WORK TO COMPLETE: Repeat the listing below exactly. Pictures do not belong in the copy.

———

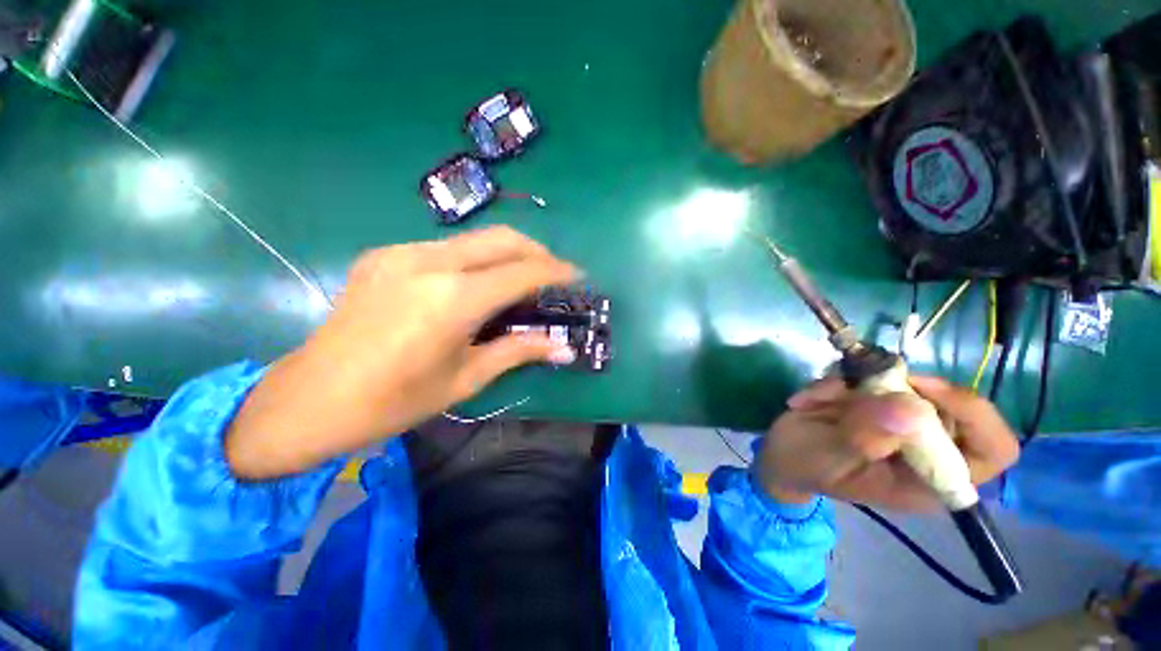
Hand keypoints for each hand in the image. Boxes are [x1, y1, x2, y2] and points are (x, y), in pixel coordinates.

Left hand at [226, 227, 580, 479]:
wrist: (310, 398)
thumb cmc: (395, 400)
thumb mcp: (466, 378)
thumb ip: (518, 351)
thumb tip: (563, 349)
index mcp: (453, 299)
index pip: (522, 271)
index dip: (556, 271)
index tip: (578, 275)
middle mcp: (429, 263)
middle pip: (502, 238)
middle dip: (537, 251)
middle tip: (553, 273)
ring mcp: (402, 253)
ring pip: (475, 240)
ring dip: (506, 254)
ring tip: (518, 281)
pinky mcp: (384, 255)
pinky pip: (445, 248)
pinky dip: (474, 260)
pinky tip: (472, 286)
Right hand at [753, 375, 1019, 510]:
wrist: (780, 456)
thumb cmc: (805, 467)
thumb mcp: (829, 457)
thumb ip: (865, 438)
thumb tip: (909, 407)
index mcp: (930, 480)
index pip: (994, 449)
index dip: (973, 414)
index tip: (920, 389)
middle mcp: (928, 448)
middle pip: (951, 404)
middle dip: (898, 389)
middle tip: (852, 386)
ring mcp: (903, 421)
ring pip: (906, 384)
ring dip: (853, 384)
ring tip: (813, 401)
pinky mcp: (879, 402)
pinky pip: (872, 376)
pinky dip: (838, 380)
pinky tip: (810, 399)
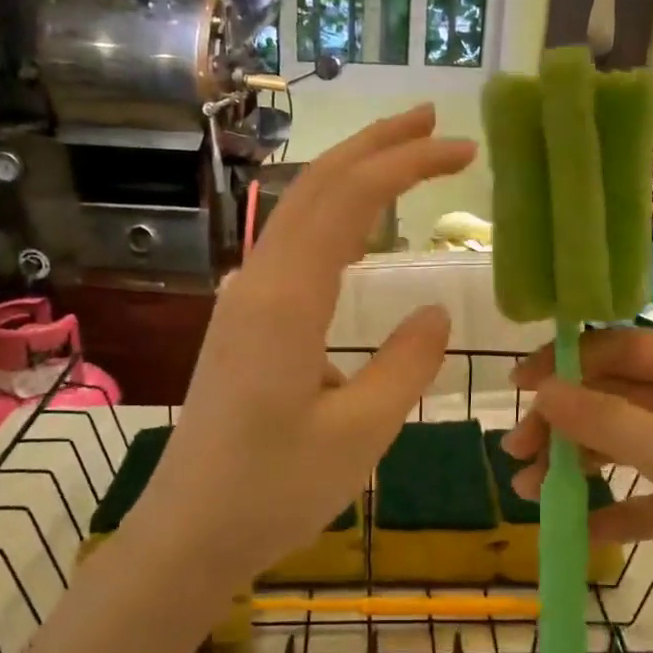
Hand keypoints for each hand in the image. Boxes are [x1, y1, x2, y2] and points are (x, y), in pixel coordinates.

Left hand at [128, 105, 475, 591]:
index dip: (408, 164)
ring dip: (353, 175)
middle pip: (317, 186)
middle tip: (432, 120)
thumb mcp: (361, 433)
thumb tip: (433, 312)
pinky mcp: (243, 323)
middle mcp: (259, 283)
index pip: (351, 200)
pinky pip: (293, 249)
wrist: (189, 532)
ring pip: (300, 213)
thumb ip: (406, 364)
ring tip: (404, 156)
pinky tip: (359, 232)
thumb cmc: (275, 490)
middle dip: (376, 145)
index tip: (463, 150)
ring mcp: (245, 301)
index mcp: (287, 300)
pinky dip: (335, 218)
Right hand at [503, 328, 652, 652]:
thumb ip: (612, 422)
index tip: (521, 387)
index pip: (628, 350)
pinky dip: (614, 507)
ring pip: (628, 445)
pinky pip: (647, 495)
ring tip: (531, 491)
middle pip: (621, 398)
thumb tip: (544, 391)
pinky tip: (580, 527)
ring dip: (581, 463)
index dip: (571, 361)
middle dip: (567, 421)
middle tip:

———

OUTPUT:
Hand keypoints for each hand in the image. Boxes are [x1, y1, x2, y2] and points are (x, y), in pixel coordinates.

Left hand at [226, 227, 580, 479]:
wrist: (310, 398)
thumb cmc: (395, 400)
thumb mcp: (466, 378)
thumb ip: (518, 351)
thumb tip: (563, 349)
index mcp: (453, 299)
index pip: (522, 271)
index dip: (556, 271)
index tip: (578, 275)
middle mcp: (429, 263)
middle pip: (502, 238)
middle dip: (537, 251)
middle tip: (553, 273)
ring mcp: (402, 253)
ring pip: (475, 240)
ring dip: (506, 254)
ring tip: (518, 281)
pinky mcp: (384, 255)
pinky pip: (445, 248)
pinky dip: (474, 260)
pinky tip: (472, 286)
Right hand at [753, 375, 1019, 510]:
wrist: (780, 456)
thumb cmc: (805, 467)
thumb mcp: (829, 457)
thumb ip: (865, 438)
thumb tip: (909, 407)
index mcp: (930, 480)
index pip: (994, 449)
index dip: (973, 414)
index tip: (920, 389)
middle mcp: (928, 448)
middle pip: (951, 404)
middle dip: (898, 389)
middle tip: (852, 386)
ring mcp: (903, 421)
ring pip: (906, 384)
ring dip: (853, 384)
ring tip: (813, 401)
pinky mcp: (879, 402)
pinky pip: (872, 376)
pinky dip: (838, 380)
pinky tip: (810, 399)
Hand keypoints for each hand in the image. Boxes are [x1, y1, x2, y2] and points are (x, y), in pixel coordinates.

Left hand at [128, 105, 475, 591]:
index dip: (408, 164)
ring dip: (353, 175)
middle pip: (317, 186)
middle tip: (432, 120)
thumb mcp: (361, 433)
thumb tip: (433, 312)
pinky mcp: (243, 323)
middle mcp: (259, 283)
index pip: (351, 200)
pinky pip: (293, 249)
wrist: (189, 532)
ring pip: (300, 213)
thumb ip: (406, 364)
ring tip: (404, 156)
pinky tip: (359, 232)
thumb cmc: (275, 490)
middle dip: (376, 145)
index tip: (463, 150)
ring mcp: (245, 301)
index mcp: (287, 300)
pinky dip: (335, 218)
Right hand at [503, 328, 652, 652]:
thumb ip: (612, 422)
index tip: (521, 387)
index pip: (628, 350)
pinky dip: (614, 507)
ring pip: (628, 445)
pinky pip: (647, 495)
ring tip: (531, 491)
middle pip: (621, 398)
thumb tip: (544, 391)
pinky tip: (580, 527)
ring dip: (581, 463)
index dip: (571, 361)
middle dip: (567, 421)
middle tip:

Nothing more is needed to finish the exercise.